Home Health & Hospice Week

Hospice:

Hospice Pay Cut Threatens 2013 Reimbursement

MedPAC commissioners take aim at long stays.

You'll have a new hospice quality reporting requirement to deal with next year, but less money to do so if MedPAC gets its way.

In its Jan. 12 meeting, the Medicare Pay-ment Advisory Commission voted to recommend to Congress a 0.5 increase to hospices' payment update in 2013. But combined with the fourth year of the budget neutrality adjustment factor (BNAF) phase-out -- a 0.6 percent cut -- hospice reimbursement rates would actually fall 0.1 percent next year under the proposal, points out the National Asso-ciation for Home Care & Hospice.

To make their decision, the influential MedPAC commissioners looked at statistics including hospices' average profit margins. For the last year with complete data, 2009, hospices generated a 7.1 percent margin -- up from an average 5.1 percent margin in 2008, MedPAC staff Kim Neuman explained in the meeting. However, MedPAC expects the margin to drop back down to 5.1 percent again in 2012, Neuman added.

In MedPAC's December meeting, commissioners seemed to agree that a 5 percent margin was not excessive. The figure compares to a 19.4 percent average margin for home health agencies in 2010, for example.

But, like HHAs, hospices are seeing a wide variation in profit margins. At the 25th percentile, hospices saw a negative 13.7 percent margin, Neuman noted in the December meeting. The median profit margin was 5.3 percent and the 75th percentile is 20.2 percent.

"The product is so amorphous in various ways," lamented Commissioner Michael Chernew, a health care policy professor at Harvard Medical School, in the December meeting.

Commissioners were also concerned about rising hospice utilization. On one hand, they are happy to see the benefit helping more Medicare beneficiaries. "I'm glad to see that the utilization of hospice services is going up," said Commissioner Scott Armstrong, CEO of insurance system Group Health Cooperative, in the January meeting. "Our investment in hospice services is an incredible value for our beneficiaries," Armstrong said in December.

Stats: The percent of Medicare decedants using hospice has grown from 23 percent in 2000 to 44 percent in 2010, Neuman pointed out. The number of hospice users grew from 513,000 in 2000 to nearly 1.2 million in the same time period.

SNFs, Long Stays MedPAC Targets

In addition to for-profit status (see sidebar, p. 27), a few other characteristics of hospices drew commissioners' disapproval. Chief among them was furnishing hospice services to nursing home residents.
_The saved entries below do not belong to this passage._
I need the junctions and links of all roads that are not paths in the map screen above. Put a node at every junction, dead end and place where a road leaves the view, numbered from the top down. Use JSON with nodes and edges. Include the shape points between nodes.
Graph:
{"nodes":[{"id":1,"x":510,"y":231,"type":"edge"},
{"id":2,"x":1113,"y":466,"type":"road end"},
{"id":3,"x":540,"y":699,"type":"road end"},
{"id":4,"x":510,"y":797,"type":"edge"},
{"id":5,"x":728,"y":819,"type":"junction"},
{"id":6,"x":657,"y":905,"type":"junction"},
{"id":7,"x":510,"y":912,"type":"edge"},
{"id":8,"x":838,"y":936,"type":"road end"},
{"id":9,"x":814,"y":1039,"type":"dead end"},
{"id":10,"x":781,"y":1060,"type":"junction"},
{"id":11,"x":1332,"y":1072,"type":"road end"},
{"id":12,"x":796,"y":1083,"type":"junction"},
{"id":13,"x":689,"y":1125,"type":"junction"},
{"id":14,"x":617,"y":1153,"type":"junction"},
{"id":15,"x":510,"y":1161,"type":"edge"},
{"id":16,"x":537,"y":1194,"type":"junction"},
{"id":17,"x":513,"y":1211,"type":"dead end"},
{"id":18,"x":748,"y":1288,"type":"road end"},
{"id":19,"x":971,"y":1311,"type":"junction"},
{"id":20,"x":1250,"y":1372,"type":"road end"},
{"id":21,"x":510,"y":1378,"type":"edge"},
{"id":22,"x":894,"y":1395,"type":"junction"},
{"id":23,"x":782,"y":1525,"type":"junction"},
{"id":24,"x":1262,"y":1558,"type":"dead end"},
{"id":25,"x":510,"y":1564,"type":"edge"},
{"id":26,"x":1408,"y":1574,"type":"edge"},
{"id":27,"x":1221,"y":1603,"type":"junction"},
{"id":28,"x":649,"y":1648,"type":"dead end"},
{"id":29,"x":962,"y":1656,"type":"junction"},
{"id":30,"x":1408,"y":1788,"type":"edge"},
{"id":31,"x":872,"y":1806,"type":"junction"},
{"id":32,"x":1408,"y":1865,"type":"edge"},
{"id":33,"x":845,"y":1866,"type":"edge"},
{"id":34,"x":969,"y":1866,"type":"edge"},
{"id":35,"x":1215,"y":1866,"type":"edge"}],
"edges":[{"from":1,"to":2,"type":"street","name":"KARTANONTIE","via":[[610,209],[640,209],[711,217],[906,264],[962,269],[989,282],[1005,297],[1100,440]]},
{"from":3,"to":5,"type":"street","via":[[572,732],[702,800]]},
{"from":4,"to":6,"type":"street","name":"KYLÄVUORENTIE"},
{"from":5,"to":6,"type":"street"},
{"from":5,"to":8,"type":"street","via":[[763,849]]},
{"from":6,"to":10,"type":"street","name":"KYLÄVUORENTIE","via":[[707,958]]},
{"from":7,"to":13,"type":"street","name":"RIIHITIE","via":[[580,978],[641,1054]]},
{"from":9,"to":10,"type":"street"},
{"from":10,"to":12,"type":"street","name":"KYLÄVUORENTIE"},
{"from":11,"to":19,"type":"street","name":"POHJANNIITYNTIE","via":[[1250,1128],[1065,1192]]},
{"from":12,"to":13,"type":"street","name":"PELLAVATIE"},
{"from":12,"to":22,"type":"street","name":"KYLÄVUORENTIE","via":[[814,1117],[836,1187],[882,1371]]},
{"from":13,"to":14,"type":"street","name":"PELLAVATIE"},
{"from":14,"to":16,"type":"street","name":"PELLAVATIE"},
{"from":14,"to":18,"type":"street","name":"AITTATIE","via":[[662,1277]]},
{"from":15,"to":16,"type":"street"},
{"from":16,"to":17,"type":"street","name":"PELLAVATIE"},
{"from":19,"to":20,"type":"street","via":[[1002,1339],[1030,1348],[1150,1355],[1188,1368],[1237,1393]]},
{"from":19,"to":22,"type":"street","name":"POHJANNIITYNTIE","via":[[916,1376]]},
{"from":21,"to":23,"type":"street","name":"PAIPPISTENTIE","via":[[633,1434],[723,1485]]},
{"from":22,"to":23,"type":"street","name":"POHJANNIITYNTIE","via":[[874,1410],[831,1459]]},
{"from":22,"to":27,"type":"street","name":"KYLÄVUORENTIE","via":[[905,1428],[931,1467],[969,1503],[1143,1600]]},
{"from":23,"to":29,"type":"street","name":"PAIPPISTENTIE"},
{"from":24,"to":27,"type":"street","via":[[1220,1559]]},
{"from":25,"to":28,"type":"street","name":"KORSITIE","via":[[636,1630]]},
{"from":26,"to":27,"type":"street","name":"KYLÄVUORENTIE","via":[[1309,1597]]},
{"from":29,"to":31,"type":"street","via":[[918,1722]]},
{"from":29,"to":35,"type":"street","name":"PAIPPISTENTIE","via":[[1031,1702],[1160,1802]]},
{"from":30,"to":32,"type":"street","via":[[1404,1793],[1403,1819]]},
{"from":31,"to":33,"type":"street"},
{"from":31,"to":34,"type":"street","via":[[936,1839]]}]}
Multiple commissioners voiced support for a recommendation from the HHS Office of Inspector General's recent report on the issue: reducing hospice payment rates for nursing home patients (see Eli's HCW, Vol. XX, No. 30, p. 233).

Only 6 percent of nursing home residents receive hospice, though, noted MedPAC staffer Carol Carter in a separate session regarding nursing home payment adequacy.

Commissioners also hammered hospices who exceed their per beneficiary caps. But they also lambasted hospices who discharge patients to avoid exceeding the caps.

And commissioners were concerned about climbing lengths of stay. They wondered whether the increase is due to more non-cancer patient admissions, but Neuman explained that LOS had increased across all diagnosis categories.

Also, the jury was still out on whether hospice really saves the Medicare program money, despite numerous studies supporting that fact. The cost savings for cancer patients is clear, but the data is less conclusive for diagnoses like debility or neuro conditions, Neuman claimed.

"We obviously have a love-hate relationship with hospice," said Commissioner Peter Butler, COO of Rush University Medical Center in Chica-go. "We can't imagine a more humane benefit that you want to offer, yet it's not quite what we thought," Butler said in the December meeting.

"I just have a particular concern that we be on the side of the angels in making sure that this program operates successfully," Commissioner Bill Gradison Jr., a former member of Congress, said in the December meeting.

In addition to the payment update recommendation, commissioners voted to repeat two of MedPAC's hospice recommendations from last year. Congress should reform hospice payment to pay more at the beginning and end of care and less in the middle. And Congress should require focused medical review of long-stay patients, MedPAC's March report to Congress will state.